Write each entry down again precisely, skipping nothing.
-- Opening Marker --
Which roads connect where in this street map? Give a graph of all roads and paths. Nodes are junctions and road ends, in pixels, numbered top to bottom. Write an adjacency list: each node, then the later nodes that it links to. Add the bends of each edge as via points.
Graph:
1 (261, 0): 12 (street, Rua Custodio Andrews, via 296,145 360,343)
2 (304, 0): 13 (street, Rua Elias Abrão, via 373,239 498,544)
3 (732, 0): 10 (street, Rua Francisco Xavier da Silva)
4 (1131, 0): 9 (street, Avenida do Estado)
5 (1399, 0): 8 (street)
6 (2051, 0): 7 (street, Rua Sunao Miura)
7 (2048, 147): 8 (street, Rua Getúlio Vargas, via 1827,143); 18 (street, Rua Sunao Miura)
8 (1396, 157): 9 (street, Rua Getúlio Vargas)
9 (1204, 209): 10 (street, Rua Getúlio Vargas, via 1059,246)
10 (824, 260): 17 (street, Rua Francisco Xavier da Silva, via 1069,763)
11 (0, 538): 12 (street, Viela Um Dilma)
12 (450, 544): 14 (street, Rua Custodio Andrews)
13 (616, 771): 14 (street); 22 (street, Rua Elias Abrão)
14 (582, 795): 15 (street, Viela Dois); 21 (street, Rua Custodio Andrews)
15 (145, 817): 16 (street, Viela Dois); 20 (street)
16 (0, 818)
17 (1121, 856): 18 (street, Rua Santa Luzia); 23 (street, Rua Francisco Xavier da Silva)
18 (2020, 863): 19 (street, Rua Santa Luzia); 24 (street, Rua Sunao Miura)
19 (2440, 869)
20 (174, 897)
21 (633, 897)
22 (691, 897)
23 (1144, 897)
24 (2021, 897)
-- Closing Marker --
Solution below
Which roads connect where in this street map? Give a graph of all roads and paths. Nodes are junctions and road ends, in pixels, numbered top to bottom. Write an adjacency list: each node, then the later nodes that it links to. Add the bends of each edge as via points.
Graph:
1 (261, 0): 12 (street, Rua Custodio Andrews, via 296,145 360,343)
2 (304, 0): 13 (street, Rua Elias Abrão, via 373,239 498,544)
3 (732, 0): 10 (street, Rua Francisco Xavier da Silva)
4 (1131, 0): 9 (street, Avenida do Estado)
5 (1399, 0): 8 (street)
6 (2051, 0): 7 (street, Rua Sunao Miura)
7 (2048, 147): 8 (street, Rua Getúlio Vargas, via 1827,143); 18 (street, Rua Sunao Miura)
8 (1396, 157): 9 (street, Rua Getúlio Vargas)
9 (1204, 209): 10 (street, Rua Getúlio Vargas, via 1059,246)
10 (824, 260): 17 (street, Rua Francisco Xavier da Silva, via 1069,763)
11 (0, 538): 12 (street, Viela Um Dilma)
12 (450, 544): 14 (street, Rua Custodio Andrews)
13 (616, 771): 14 (street); 22 (street, Rua Elias Abrão)
14 (582, 795): 15 (street, Viela Dois); 21 (street, Rua Custodio Andrews)
15 (145, 817): 16 (street, Viela Dois); 20 (street)
16 (0, 818)
17 (1121, 856): 18 (street, Rua Santa Luzia); 23 (street, Rua Francisco Xavier da Silva)
18 (2020, 863): 19 (street, Rua Santa Luzia); 24 (street, Rua Sunao Miura)
19 (2440, 869)
20 (174, 897)
21 (633, 897)
22 (691, 897)
23 (1144, 897)
24 (2021, 897)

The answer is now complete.